## [Task item]
Find the lines of the material below that include the string "name", then copy each one.
START Data in this exercise
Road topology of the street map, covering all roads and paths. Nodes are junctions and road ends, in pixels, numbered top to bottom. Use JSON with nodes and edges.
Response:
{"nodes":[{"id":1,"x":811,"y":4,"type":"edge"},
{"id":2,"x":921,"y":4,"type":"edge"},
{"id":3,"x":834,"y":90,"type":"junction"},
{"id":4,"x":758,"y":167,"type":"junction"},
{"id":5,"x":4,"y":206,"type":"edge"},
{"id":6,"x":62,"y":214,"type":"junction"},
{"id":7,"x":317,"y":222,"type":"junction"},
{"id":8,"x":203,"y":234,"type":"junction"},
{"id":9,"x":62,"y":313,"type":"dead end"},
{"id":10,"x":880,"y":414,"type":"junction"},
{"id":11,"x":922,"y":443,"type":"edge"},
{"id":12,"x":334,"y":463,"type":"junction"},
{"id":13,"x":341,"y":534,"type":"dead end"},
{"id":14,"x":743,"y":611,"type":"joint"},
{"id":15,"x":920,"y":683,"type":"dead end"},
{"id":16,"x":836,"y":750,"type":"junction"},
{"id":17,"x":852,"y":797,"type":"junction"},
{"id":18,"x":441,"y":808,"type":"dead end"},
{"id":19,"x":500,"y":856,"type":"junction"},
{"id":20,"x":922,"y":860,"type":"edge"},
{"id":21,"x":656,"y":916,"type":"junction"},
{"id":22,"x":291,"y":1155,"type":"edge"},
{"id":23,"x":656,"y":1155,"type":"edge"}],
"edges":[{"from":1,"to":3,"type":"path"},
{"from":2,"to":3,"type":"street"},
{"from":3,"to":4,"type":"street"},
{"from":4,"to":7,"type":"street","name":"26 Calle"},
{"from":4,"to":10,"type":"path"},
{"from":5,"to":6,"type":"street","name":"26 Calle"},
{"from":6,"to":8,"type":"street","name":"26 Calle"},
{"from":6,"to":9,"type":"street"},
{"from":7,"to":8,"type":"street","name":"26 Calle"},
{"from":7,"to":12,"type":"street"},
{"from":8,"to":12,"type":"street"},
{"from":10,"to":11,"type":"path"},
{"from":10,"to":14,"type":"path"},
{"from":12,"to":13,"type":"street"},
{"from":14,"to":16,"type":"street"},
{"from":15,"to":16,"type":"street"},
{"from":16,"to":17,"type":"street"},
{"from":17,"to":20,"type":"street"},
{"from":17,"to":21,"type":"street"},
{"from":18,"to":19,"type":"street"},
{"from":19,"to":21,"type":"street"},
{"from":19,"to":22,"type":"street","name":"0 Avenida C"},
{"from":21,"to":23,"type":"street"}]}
END Data in this exercise
## [Finished task]
{"from":4,"to":7,"type":"street","name":"26 Calle"},
{"from":5,"to":6,"type":"street","name":"26 Calle"},
{"from":6,"to":8,"type":"street","name":"26 Calle"},
{"from":7,"to":8,"type":"street","name":"26 Calle"},
{"from":19,"to":22,"type":"street","name":"0 Avenida C"},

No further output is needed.